* _Exercise goal_
Search the records below for the word "Suevos". Pull out each line that has it.

* _Records_
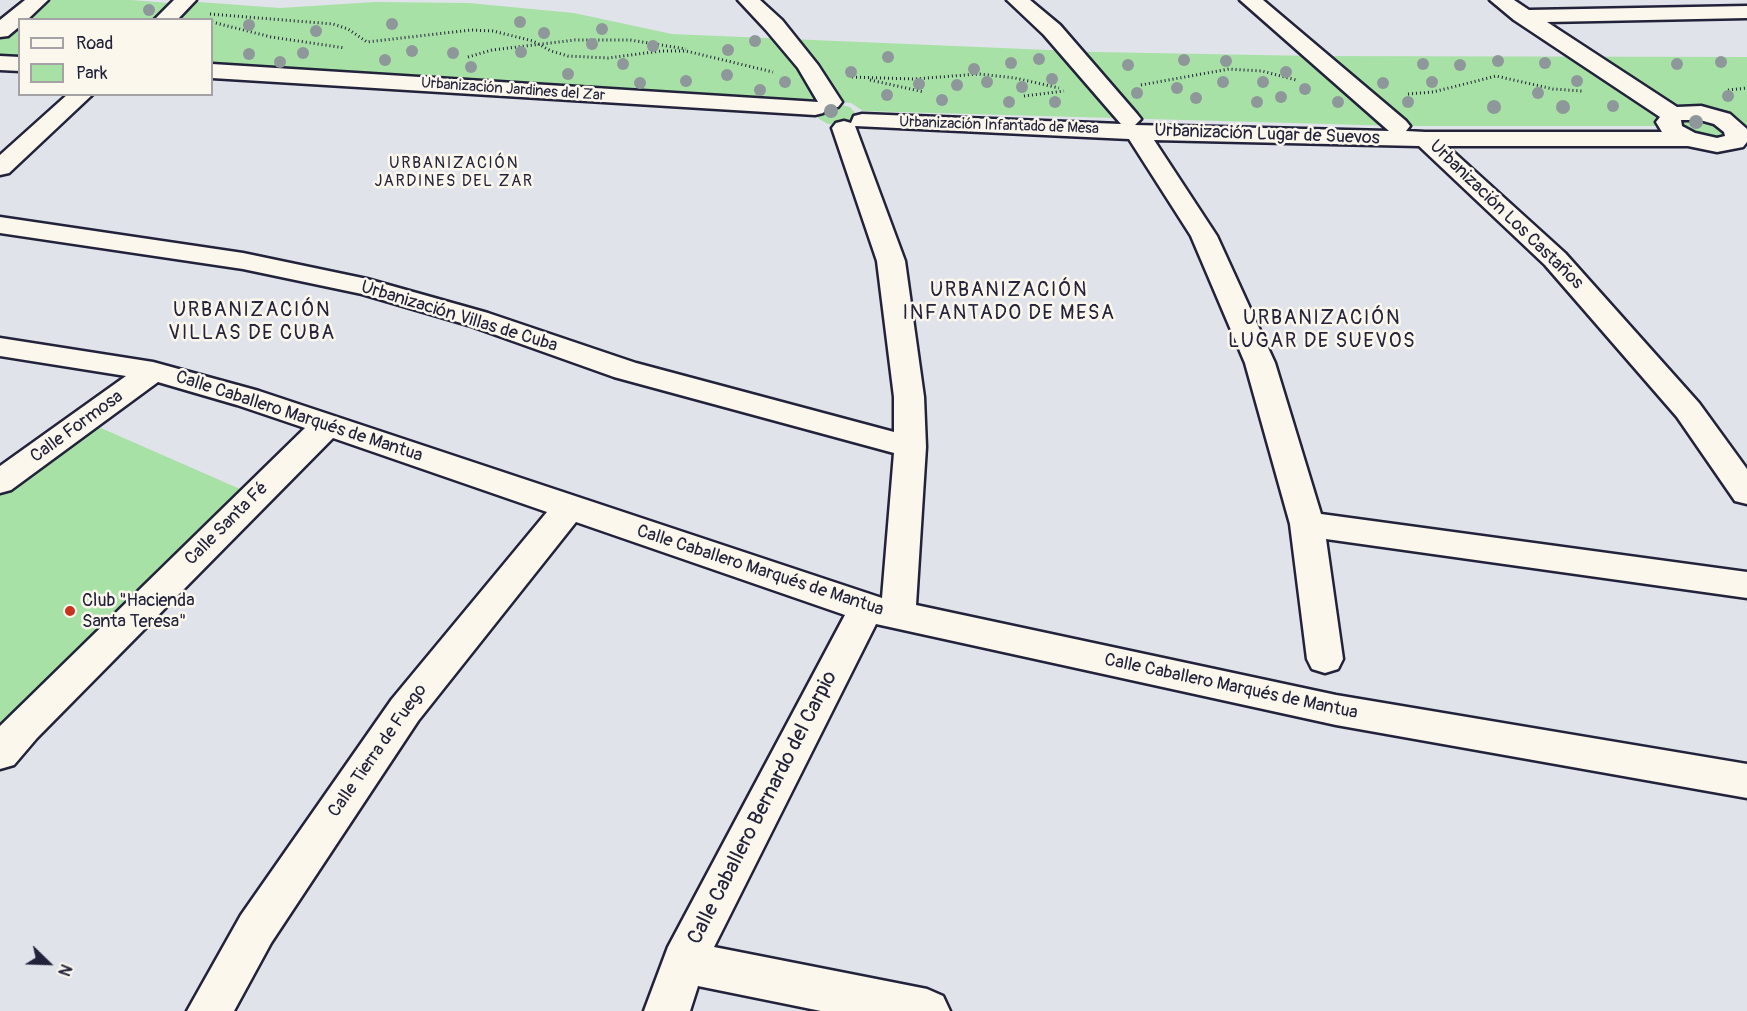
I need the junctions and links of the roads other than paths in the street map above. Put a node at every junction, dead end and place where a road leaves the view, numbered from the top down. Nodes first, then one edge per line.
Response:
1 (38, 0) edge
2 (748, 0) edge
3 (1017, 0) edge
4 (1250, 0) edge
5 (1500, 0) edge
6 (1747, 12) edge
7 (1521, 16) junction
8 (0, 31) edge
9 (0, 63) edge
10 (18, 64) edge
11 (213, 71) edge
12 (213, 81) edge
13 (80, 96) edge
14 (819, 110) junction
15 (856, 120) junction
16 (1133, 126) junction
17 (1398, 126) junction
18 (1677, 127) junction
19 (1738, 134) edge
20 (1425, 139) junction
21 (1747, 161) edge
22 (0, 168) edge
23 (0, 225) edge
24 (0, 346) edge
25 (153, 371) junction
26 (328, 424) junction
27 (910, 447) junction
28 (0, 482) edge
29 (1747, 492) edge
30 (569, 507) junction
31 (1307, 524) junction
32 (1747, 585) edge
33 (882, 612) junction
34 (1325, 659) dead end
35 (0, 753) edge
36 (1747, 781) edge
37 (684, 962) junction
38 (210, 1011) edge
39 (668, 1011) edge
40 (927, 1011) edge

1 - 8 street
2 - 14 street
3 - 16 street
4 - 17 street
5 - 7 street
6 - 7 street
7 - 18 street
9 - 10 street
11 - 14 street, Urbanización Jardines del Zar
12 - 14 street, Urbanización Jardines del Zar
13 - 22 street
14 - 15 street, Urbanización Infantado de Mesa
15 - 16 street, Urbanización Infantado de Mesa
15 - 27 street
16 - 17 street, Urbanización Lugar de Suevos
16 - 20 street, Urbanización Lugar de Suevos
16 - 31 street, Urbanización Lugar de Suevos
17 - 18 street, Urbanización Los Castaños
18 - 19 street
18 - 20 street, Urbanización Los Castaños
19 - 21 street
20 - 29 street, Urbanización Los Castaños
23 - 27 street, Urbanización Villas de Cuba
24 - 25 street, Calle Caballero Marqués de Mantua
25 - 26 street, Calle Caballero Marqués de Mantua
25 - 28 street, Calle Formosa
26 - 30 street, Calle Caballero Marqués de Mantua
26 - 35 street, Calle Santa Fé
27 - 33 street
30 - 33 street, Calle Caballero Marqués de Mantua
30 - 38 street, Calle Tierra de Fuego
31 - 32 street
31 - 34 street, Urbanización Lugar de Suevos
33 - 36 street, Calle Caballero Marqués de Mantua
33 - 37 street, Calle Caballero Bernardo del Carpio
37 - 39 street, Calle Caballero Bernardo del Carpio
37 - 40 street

* _Your response_
16 - 17 street, Urbanización Lugar de Suevos
16 - 20 street, Urbanización Lugar de Suevos
16 - 31 street, Urbanización Lugar de Suevos
31 - 34 street, Urbanización Lugar de Suevos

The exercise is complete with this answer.